Gamma-Linolenic Acid Levels Correlate with Clinical Efficacy of Evening Primrose Oil in Patients with Atopic Dermatitis

The study was designed as a prospective, explorative, multi-center, open, non-controlled pilot trial at five centers in Switzerland. It was conducted according to ICH guidelines for Good Clinical Practice. All procedures followed were in accordance with the Helsinki Declaration of 1975, as revised in 2000 and 2008. Informed oral and written consent was obtained from all patients and/or their legal representatives for being included in the study. The study protocol was approved by the cantonal ethics committees and the regulatory agency. The study was registered at ClinicalTrials.gov (Identifier: NCT00878670).

Patients between 2 and 45 years old were included into the study if they had AD according to the criteria of Hanifin and Rajka [15] with predominant rough and fissured skin as well as pruritus for at least 2 months. Women of childbearing potential needed to use a highly effective method of contraception during the entire duration of the study. Pregnant or lactating women were excluded.

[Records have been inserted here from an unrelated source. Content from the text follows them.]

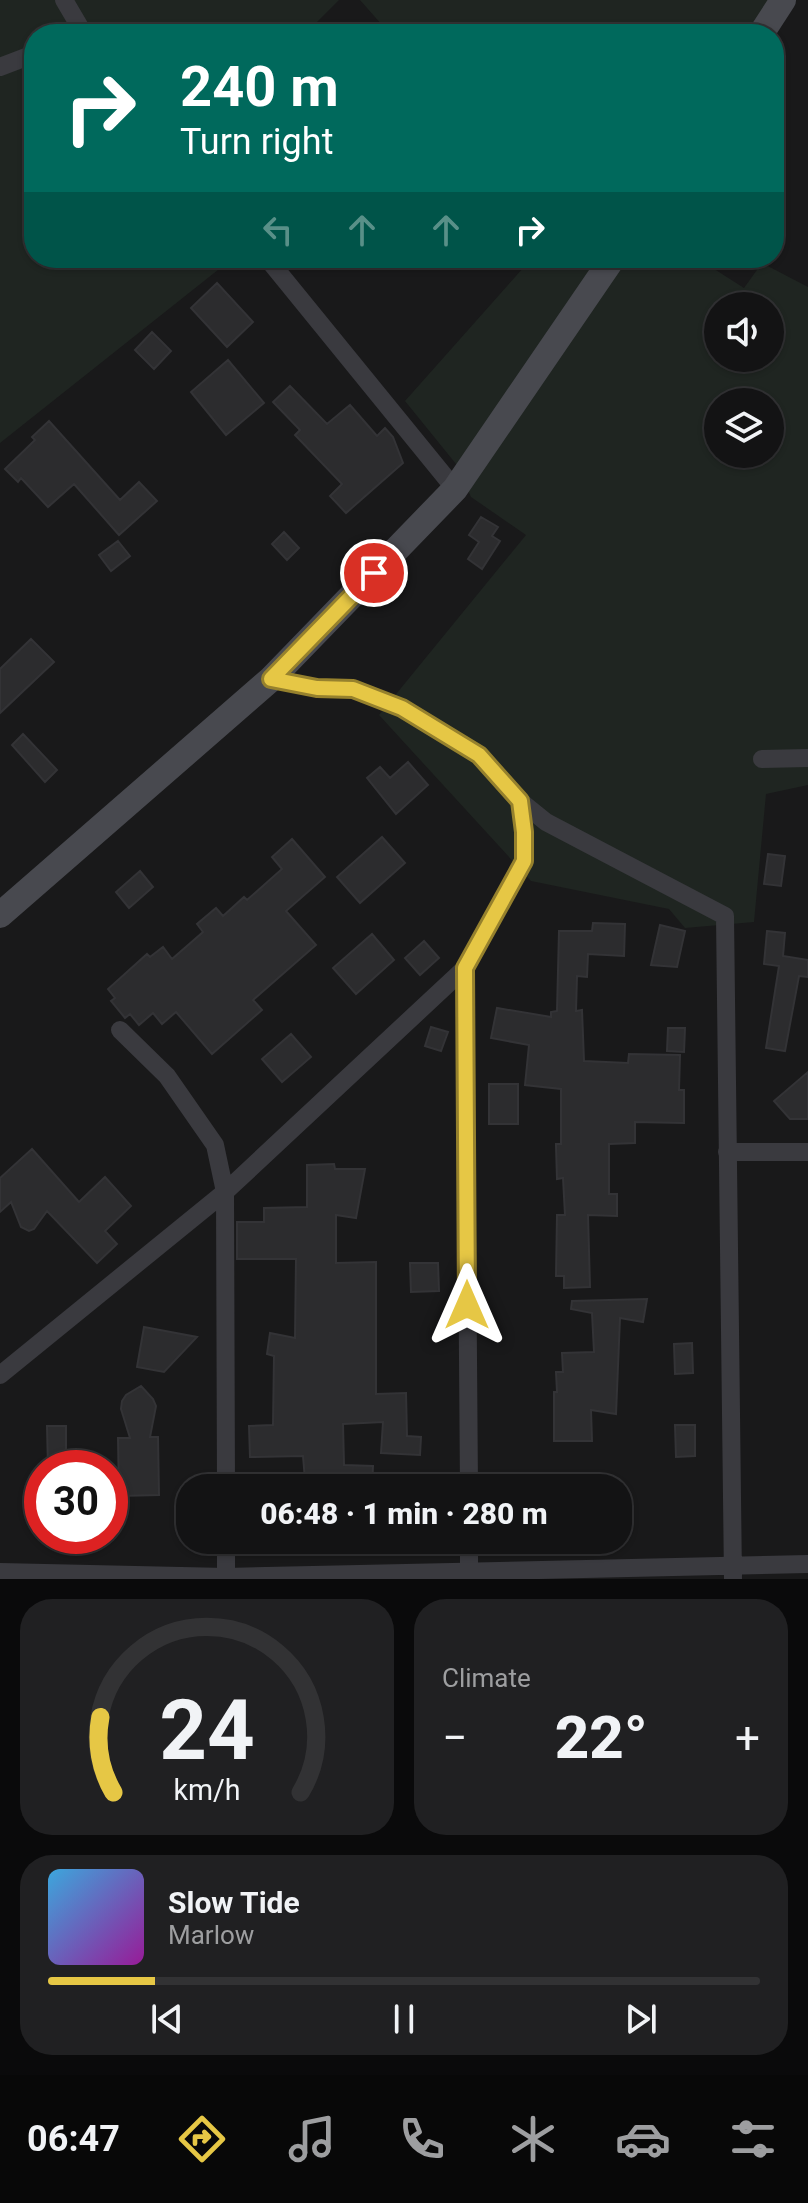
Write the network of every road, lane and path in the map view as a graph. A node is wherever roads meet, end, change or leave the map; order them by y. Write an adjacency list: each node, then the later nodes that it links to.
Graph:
1 (64, 0): 3 (street)
2 (783, 0): 4 (main road)
3 (78, 24)
4 (767, 24)
5 (24, 58): 6 (street)
6 (0, 67)
7 (275, 268): 9 (street)
8 (606, 268): 9 (main road)
9 (455, 489): 10 (main road)
10 (271, 679): 13 (street); 14 (main road)
11 (808, 758): 12 (street)
12 (762, 759)
13 (520, 801): 15 (street); 17 (street)
14 (0, 915)
15 (465, 968): 19 (street); 22 (street)
16 (120, 1030): 19 (street)
17 (727, 1152): 18 (street); 27 (street)
18 (808, 1152)
19 (225, 1192): 20 (street); 21 (street)
20 (0, 1375)
21 (226, 1474)
22 (469, 1474)
23 (226, 1554): 30 (street)
24 (469, 1554): 28 (street)
25 (808, 1564): 27 (street)
26 (0, 1572): 29 (street)
27 (732, 1572): 28 (street)
28 (469, 1575): 30 (street)
29 (108, 1577): 30 (street)
30 (226, 1578)

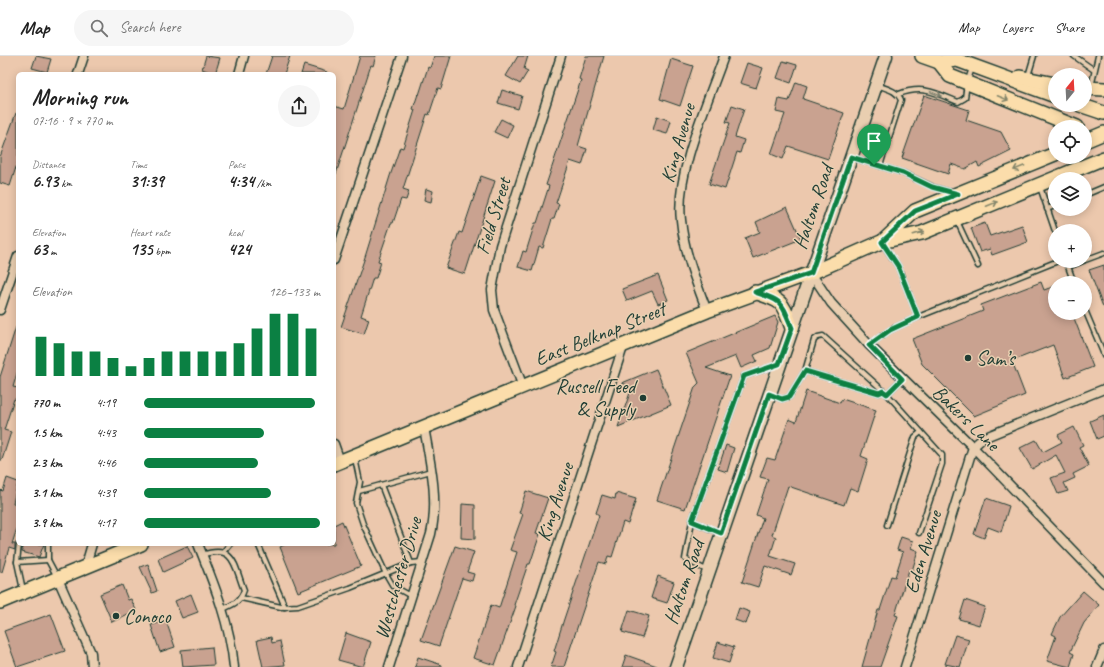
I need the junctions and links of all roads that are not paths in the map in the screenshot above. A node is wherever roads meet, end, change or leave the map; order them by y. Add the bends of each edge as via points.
1 (84, 56) edge
2 (244, 56) edge
3 (402, 56) edge
4 (561, 56) edge
5 (724, 56) edge
6 (886, 56) edge
7 (922, 56) edge
8 (1034, 56) edge
9 (1074, 56) edge
10 (1098, 56) edge
11 (939, 62) junction
12 (972, 66) junction
13 (1094, 70) junction
14 (79, 72) edge
15 (240, 72) edge
16 (1028, 78) junction
17 (1048, 82) edge
18 (967, 83) junction
19 (876, 85) junction
20 (1093, 88) edge
21 (899, 94) junction
22 (1048, 94) edge
23 (1048, 95) edge
24 (1092, 109) edge
25 (1036, 111) junction
26 (1104, 113) edge
27 (1052, 117) junction
28 (1056, 120) edge
29 (1060, 120) edge
30 (1092, 132) edge
31 (1102, 135) edge
32 (1092, 139) edge
33 (851, 157) junction
34 (1048, 157) edge
35 (1104, 158) edge
36 (880, 166) junction
37 (1039, 184) junction
38 (1104, 187) edge
39 (1092, 192) edge
40 (958, 194) junction
41 (1047, 209) joint
42 (956, 219) junction
43 (1052, 224) edge
44 (882, 242) junction
45 (1104, 253) edge
46 (336, 254) edge
47 (1092, 258) edge
48 (16, 262) edge
49 (1048, 265) edge
50 (978, 266) dead end
51 (811, 273) junction
52 (755, 292) junction
53 (0, 310) edge
54 (707, 311) junction
55 (918, 317) junction
56 (1089, 320) edge
57 (792, 328) junction
58 (869, 345) junction
59 (623, 347) junction
60 (1104, 355) edge
61 (779, 364) junction
62 (805, 371) junction
63 (902, 379) junction
64 (523, 387) junction
65 (1104, 389) edge
66 (885, 392) junction
67 (769, 394) junction
68 (424, 427) junction
69 (921, 432) junction
70 (973, 447) junction
71 (354, 455) junction
72 (337, 462) edge
73 (431, 471) junction
74 (381, 485) junction
75 (359, 491) junction
76 (692, 521) junction
77 (887, 525) dead end
78 (721, 533) junction
79 (919, 533) dead end
80 (19, 546) edge
81 (48, 546) edge
82 (91, 546) edge
83 (136, 546) edge
84 (199, 546) edge
85 (228, 546) edge
86 (259, 546) edge
87 (224, 551) junction
88 (202, 555) junction
89 (48, 560) junction
90 (17, 562) junction
91 (422, 562) junction
92 (411, 563) junction
93 (85, 568) junction
94 (708, 571) junction
95 (386, 574) junction
96 (58, 579) junction
97 (1104, 583) edge
98 (23, 592) junction
99 (411, 596) junction
100 (241, 598) junction
101 (0, 602) edge
102 (285, 607) junction
103 (223, 609) junction
104 (1104, 650) edge
105 (92, 667) edge
106 (234, 667) edge
107 (389, 667) edge
108 (518, 667) edge
109 (676, 667) edge
110 (905, 667) edge
111 (1097, 667) edge

1 - 14 street
2 - 15 street
3 - 46 street
4 - 64 street, Field Street via 500,246 492,290 494,310
5 - 54 street, King Avenue via 686,164 681,193 681,220 689,261
6 - 19 main road, Haltom Road
7 - 11 main road
8 - 16 lane
9 - 13 lane
10 - 13 lane
11 - 12 main road via 957,60
11 - 18 main road via 950,76
12 - 16 main road
12 - 18 lane
12 - 22 main road
13 - 20 lane
16 - 17 main road
21 -> 18 lane via 917,89 928,90 958,102 965,98
18 -> 25 main road
19 - 21 lane
19 - 33 main road, Haltom Road
21 - 36 lane via 901,100
23 - 25 main road
24 - 26 main road
25 - 27 main road
27 - 28 main road
27 - 29 main road
30 - 31 main road
31 - 32 main road
33 - 36 lane
33 - 51 main road, Haltom Road
34 -> 40 main road
35 - 37 main road
36 - 40 lane via 903,173 932,187
37 - 41 lane
42 -> 37 main road
38 - 39 lane
40 - 44 main road via 915,211
41 - 43 lane
44 -> 42 main road via 922,233
42 - 50 lane
44 - 51 main road, East Belknap Street
44 - 55 lane via 898,266
45 - 47 lane
48 - 53 street
49 - 55 lane
51 - 52 main road, East Belknap Street
51 - 57 main road, Haltom Road
51 - 58 street, Bakers Lane via 831,304
52 - 54 main road, East Belknap Street
52 - 57 main road via 780,301
54 - 59 main road, East Belknap Street
55 - 58 lane via 890,330
56 - 60 lane
57 - 61 main road, Haltom Road
58 - 63 street, Bakers Lane
59 - 64 main road, East Belknap Street
59 - 108 street, King Avenue
61 - 67 main road, Haltom Road
61 - 76 lane via 744,376
62 - 66 lane via 879,393
62 - 66 lane via 814,340 823,336
62 - 67 lane via 789,397 782,399
63 - 66 lane
63 - 70 street, Bakers Lane
64 - 68 main road, East Belknap Street
65 - 70 street via 983,438
66 - 69 lane
67 - 78 main road, Haltom Road
68 - 71 main road, East Belknap Street
68 - 73 street, Westchester Drive
69 - 77 lane via 915,437
69 - 79 lane via 943,459
70 - 97 street, Bakers Lane
70 - 110 street, Eden Avenue
71 - 72 main road, East Belknap Street
71 - 75 lane via 360,482
73 - 74 lane
73 - 91 street, Westchester Drive via 435,517
74 - 75 lane
74 - 92 lane
75 - 95 lane via 356,503
76 - 78 lane
76 - 94 lane via 685,558
78 - 94 main road, Haltom Road
80 - 90 lane
81 - 89 lane
82 - 93 street
83 - 93 main road
84 - 88 street
85 - 87 lane
86 - 102 lane
87 - 88 lane
87 - 100 lane via 230,555 244,590
88 - 103 street
89 - 90 lane
89 - 96 lane
90 - 98 lane
91 - 92 lane
91 - 99 street, Westchester Drive
92 - 95 lane
93 - 96 main road
94 - 109 main road, Haltom Road
95 - 99 lane via 393,586
95 - 102 lane via 298,606
96 - 98 main road
96 - 105 street via 91,653
98 - 101 main road
99 - 107 street, Westchester Drive
100 - 102 lane
100 - 103 lane
103 - 106 street
104 - 111 street

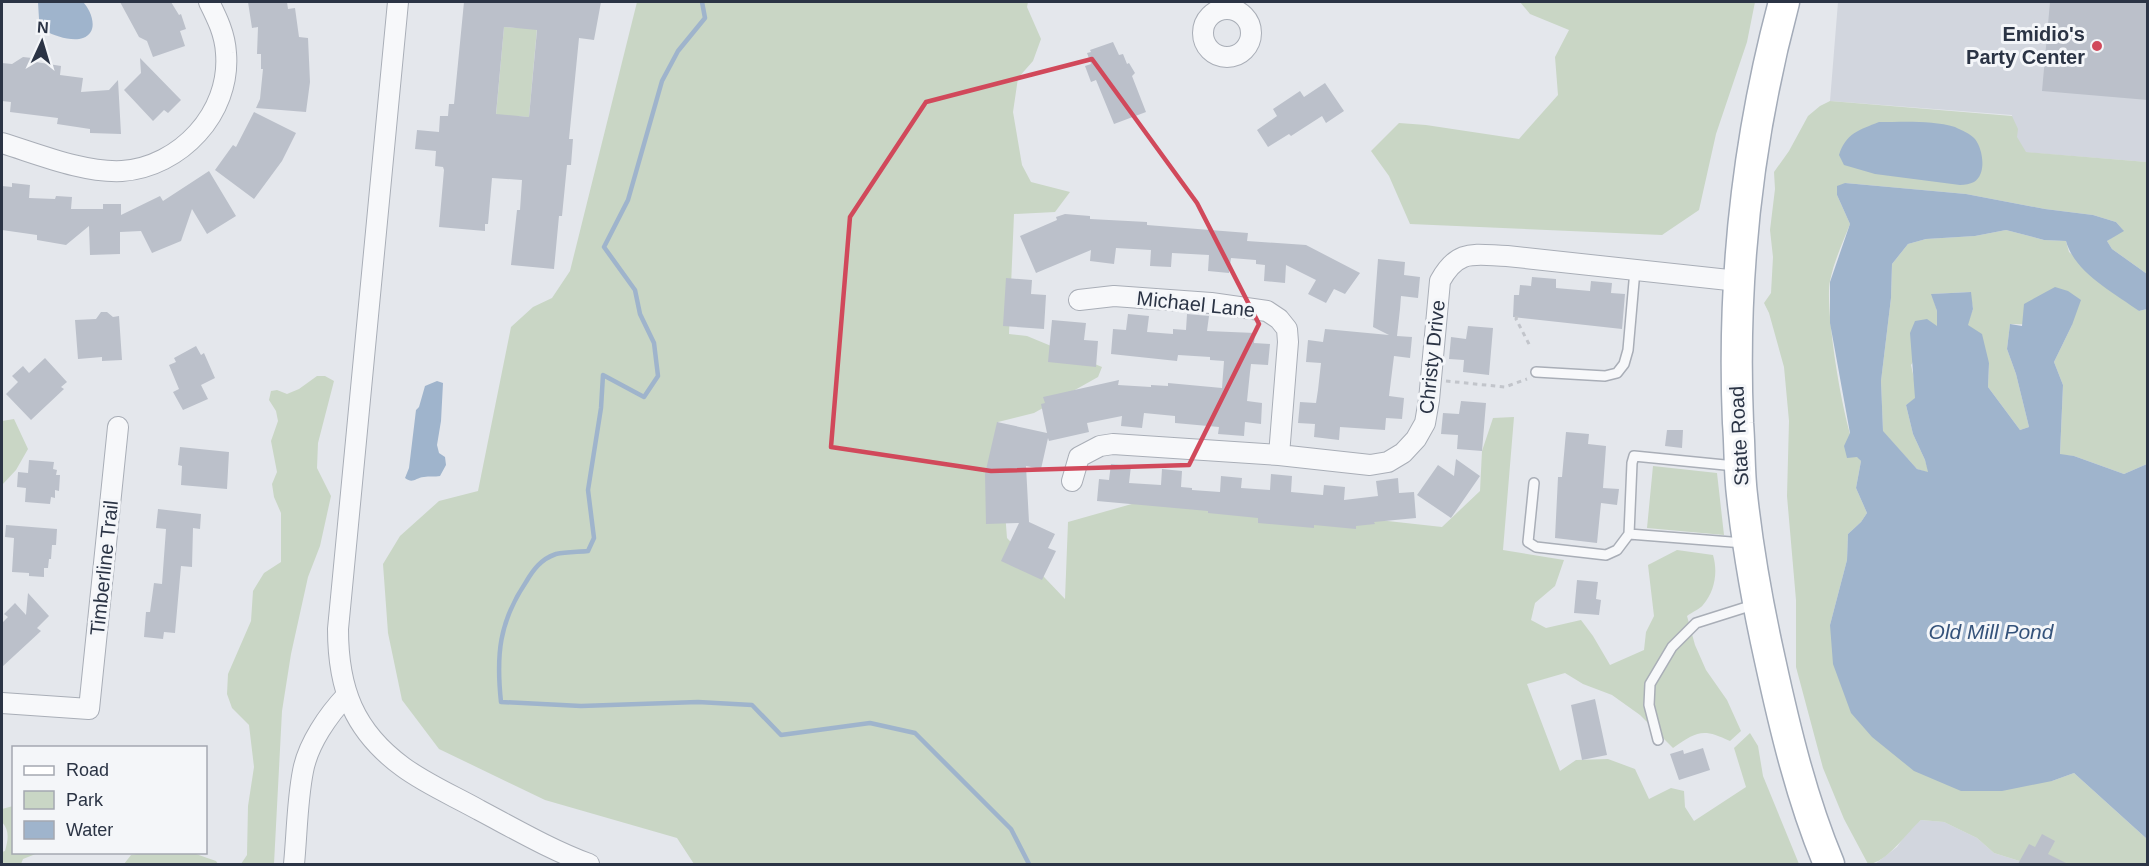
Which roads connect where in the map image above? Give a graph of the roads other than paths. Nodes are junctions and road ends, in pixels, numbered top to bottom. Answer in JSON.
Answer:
{"nodes":[{"id":1,"x":208,"y":2,"type":"edge"},
{"id":2,"x":398,"y":2,"type":"edge"},
{"id":3,"x":1784,"y":2,"type":"edge"},
{"id":4,"x":2,"y":143,"type":"edge"},
{"id":5,"x":1635,"y":270,"type":"junction"},
{"id":6,"x":1738,"y":281,"type":"junction"},
{"id":7,"x":1079,"y":300,"type":"dead end"},
{"id":8,"x":1536,"y":372,"type":"dead end"},
{"id":9,"x":118,"y":427,"type":"dead end"},
{"id":10,"x":1279,"y":455,"type":"junction"},
{"id":11,"x":1740,"y":467,"type":"junction"},
{"id":12,"x":1072,"y":481,"type":"dead end"},
{"id":13,"x":1534,"y":483,"type":"dead end"},
{"id":14,"x":1629,"y":534,"type":"junction"},
{"id":15,"x":1748,"y":543,"type":"junction"},
{"id":16,"x":1758,"y":604,"type":"junction"},
{"id":17,"x":347,"y":695,"type":"junction"},
{"id":18,"x":2,"y":703,"type":"edge"},
{"id":19,"x":1658,"y":740,"type":"dead end"},
{"id":20,"x":294,"y":864,"type":"edge"},
{"id":21,"x":589,"y":864,"type":"edge"},
{"id":22,"x":1830,"y":864,"type":"edge"}],
"edges":[{"from":1,"to":4,"type":"street"},
{"from":2,"to":17,"type":"street"},
{"from":3,"to":6,"type":"main road","name":"State Road"},
{"from":5,"to":6,"type":"street","name":"Christy Drive"},
{"from":5,"to":8,"type":"lane"},
{"from":5,"to":10,"type":"street","name":"Christy Drive"},
{"from":6,"to":11,"type":"main road","name":"State Road"},
{"from":7,"to":10,"type":"street","name":"Michael Lane"},
{"from":9,"to":18,"type":"street","name":"Timberline Trail"},
{"from":10,"to":12,"type":"street","name":"Christy Drive"},
{"from":11,"to":14,"type":"lane"},
{"from":11,"to":15,"type":"main road","name":"State Road"},
{"from":13,"to":14,"type":"lane"},
{"from":14,"to":15,"type":"lane"},
{"from":15,"to":16,"type":"main road","name":"State Road"},
{"from":16,"to":19,"type":"lane"},
{"from":16,"to":22,"type":"main road","name":"State Road"},
{"from":17,"to":20,"type":"street"},
{"from":17,"to":21,"type":"street"}]}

The main exclusion factors were the presence of chronic dermatosis such as seborrheic dermatitis, contact dermatitis, nummular eczema, psoriasis, ichthyosis, an immuno-deficiency or any immunological disorder, scabies, cutaneous fungal infection, HIV-associated skin disorders, malignant diseases, T cell-Lymphoma, Letterer-Siwe-disease, progressive systemic diseases, serious internal diseases (e.g., serious de-compensated diseases of the heart, liver, and/or kidneys, or diabetes mellitus) or hypersensitivity towards one of the ingredients in the investigational product. Study participants who had been taking part in another study or had taken an investigational product during the last 4 weeks before the start of treatment were not allowed to take part in the study.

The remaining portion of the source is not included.